Eu lia, eu escrevia, mas ambas as coisas pareciam faltar, pareciam etéreas, fantasmas. O cinema tinha uma concretude angustiante.

Carrego Aronofsky, carrego seu formalismo, comigo até hoje. E respondo que cinema porque um dia eu fiquei obcecada.

Mas ontem, enquanto eu lia sobre o Robbin Williams, eu percebi que, voltando mais, talvez Sociedade dos Poetas Mortos seja a resposta. Não é um bom filme. Não é de jeito nenhum um bom filme. E eu desconfio que devo ter torcido um pouco o nariz, revirado um pouco os olhos, mesmo na primeira vez que o vi, aos 13 anos. Eu nunca fui chegada a otimismos e se tem algo que pode ser dito a meu favor é que minha versão atual é um unicórnio cor de rosa cintilante de felicidade comparado com o que já foi.

(quero dizer isso de uma forma boa, mas é um tanto triste. Também é um pouco triste que eu já não tenha nenhuma testemunha da diferença.)

Eu devo ter revirado os olhos, devo ter achado clichê e de um otimismo barato. Mas eu sei que, de alguma forma, o filme me levou. Além do meu julgamento, do meu racional, da minha vontade. Algo no filme me pegou pela mão e me fez chorar nas horas certas, rir nas horas certas e querer sair de lá aproveitando o dia e lembrando que a vida é intensa e curta e toda aquela leitura meio errada de poetas românticos que não estavam falando nada disso.

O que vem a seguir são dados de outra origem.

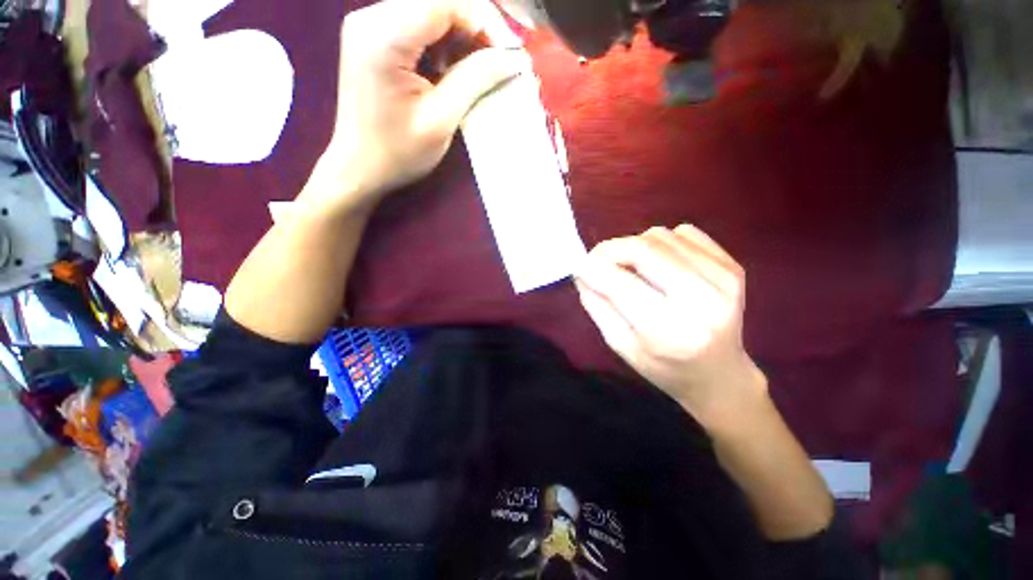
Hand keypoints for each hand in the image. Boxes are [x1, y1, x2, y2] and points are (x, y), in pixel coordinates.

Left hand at [310, 0, 528, 211]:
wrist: (359, 168)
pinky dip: (442, 44)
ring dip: (460, 37)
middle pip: (437, 3)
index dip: (485, 23)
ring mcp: (369, 25)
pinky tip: (450, 70)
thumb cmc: (399, 152)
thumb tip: (513, 58)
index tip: (509, 55)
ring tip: (477, 70)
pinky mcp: (373, 38)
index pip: (445, 3)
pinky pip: (417, 26)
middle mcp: (371, 17)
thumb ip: (475, 79)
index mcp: (383, 36)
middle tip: (498, 63)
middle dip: (474, 29)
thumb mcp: (441, 119)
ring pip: (430, 12)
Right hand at [575, 225, 767, 430]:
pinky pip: (683, 233)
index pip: (622, 285)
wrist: (720, 374)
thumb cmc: (664, 367)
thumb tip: (582, 270)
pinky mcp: (732, 265)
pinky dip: (660, 242)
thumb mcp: (620, 345)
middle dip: (610, 249)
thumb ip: (598, 305)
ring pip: (660, 236)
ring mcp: (723, 278)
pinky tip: (659, 264)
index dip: (593, 268)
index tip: (579, 265)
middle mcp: (702, 300)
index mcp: (670, 332)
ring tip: (630, 268)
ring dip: (634, 246)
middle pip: (643, 249)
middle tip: (596, 260)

Isso é o que faz o cinema ser uma indústria gigantesca, gerar milhões de dólares e entregar 1029012910 filmes todos iguais para o público rir na hora certa e chorar na hora certa. Mas isso é também um pouco mágico. Aliás, isso é pura mágica. Como toda, ela pode ser usada para qualquer objetivo, inclusive ganhar rios de dinheiro sendo não original.

Bergman chama sua autobiografia de “A Lanterna Mágica” e conta de quando era criança e de seu fascínio ao ver imagens que se moviam, como se fossem vivas, como se fossem assombradas. Reza a lenda (falsa, mas adorável) de que quando os Lumière apresentaram o cinematográfo, a plateia teve medo de realmente ser atropelada por um trem. Nos primórdios, as apresentações de imagem em movimento eram muitas vezes chamadas de fantasmagoria.

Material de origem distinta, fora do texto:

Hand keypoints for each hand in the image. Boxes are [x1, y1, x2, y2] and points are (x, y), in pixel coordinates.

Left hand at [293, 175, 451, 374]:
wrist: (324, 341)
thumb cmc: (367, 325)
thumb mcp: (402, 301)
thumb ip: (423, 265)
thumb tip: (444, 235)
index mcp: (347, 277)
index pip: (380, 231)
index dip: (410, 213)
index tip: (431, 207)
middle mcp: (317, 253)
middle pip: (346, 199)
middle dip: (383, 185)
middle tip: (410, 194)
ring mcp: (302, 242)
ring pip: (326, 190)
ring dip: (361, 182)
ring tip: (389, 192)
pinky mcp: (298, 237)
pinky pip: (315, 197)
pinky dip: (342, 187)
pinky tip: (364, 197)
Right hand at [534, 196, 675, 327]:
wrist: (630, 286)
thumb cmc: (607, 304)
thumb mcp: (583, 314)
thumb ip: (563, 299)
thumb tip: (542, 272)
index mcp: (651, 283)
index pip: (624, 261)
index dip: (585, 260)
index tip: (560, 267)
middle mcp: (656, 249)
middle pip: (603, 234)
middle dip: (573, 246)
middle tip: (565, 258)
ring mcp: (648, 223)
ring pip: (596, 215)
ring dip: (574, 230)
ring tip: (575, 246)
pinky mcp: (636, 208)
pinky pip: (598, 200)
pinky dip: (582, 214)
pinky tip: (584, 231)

Bergman, ele de novo, desculpem, diz que o cinema é “como mágica, como sonho”. Diz ainda que em alguns de seus filmes tocou verdades profundas que apenas a linguagem cinematográfica, não as palavras, poderiam tocar.

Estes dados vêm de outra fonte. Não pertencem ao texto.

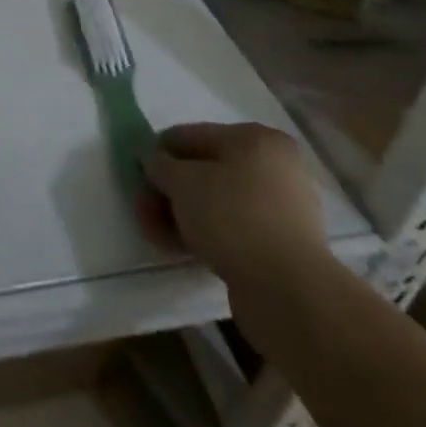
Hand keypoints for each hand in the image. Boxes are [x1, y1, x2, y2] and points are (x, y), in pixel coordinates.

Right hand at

A literatura é de um poder imenso. Palavras mudam o mundo e constroem mundos e livros já me salvaram, destruíram, mostraram verdades brutais sobre o universo. Mas eu acho que o cinema fala a algo mais primitivo, primário, algo antes das palavras. Talvez Bergman esteja certo, há uma camada anterior, mais obscura, mais indesejada, que só as imagens tem o poder de tocar. É como se o cinema pudesse ser a manifestação do nosso inconsciente.

Eraserhead, do Lynch, não é a representação de um pesadelo. Eraserhead É um pesadelo. O material do cinema é imagem, tempo e som. O material do cinema é o mesmo do qual se faz a vida cotidiana. Tarkovsky chama filmes de “moisaicos feitos de tempo” e mais tarde ele usa a imagem de “esculpir o tempo”. Esculpir o tempo, molda-lo, manipula-lo para que ele responda a realidade ou construa a sua própria de forma concreta, material. Isso é o mais perto da mágica que podemos chegar.

Eu costumo ficar triste quando gênios morrem por puro egoísmo. Quando Philip Seymour Hoffman morreu, eu doí porque nunca mais o veria na tela, fazendo aquilo que me embasbacava. Robbin Williams nem fazia filmes bons, quando ele morreu eu fiquei tão terrivelmente triste não porque não veria filmes com ele (não devo ter visto um em anos), mas porque eu gosto muito das pessoas que lembram e reverenciam que o cinema é um pouco de mágica. Eu gosto muito de mágica. Eu gosto demais de tudo aquilo que desafia as leis de como as coisas deveriam ser e também de tudo aquilo que eu não entendo. Eu gosto de livros de fantasia, eu gosto de ver fotos de telescópios espaciais e não me preocupar em ler sobre a física e a química deles. Eu guardo carinho pelos cientistas que me contaram que não se entende tudo, que eles ainda se fascinam porque o universo é inexplicável. Mágico.

Eu gostava dele porque foram tantos filmes dedicados a contar que o mundo é um bom lugar o que é, claro, uma gigantesca mentira. Mas quando um filme te faz acreditar nisso por algum tempo, ele está fazendo mágica. Eu acho o mundo um lugar terrível e posso viver com isso, mas eu detestaria que ele fosse completamente desencantado.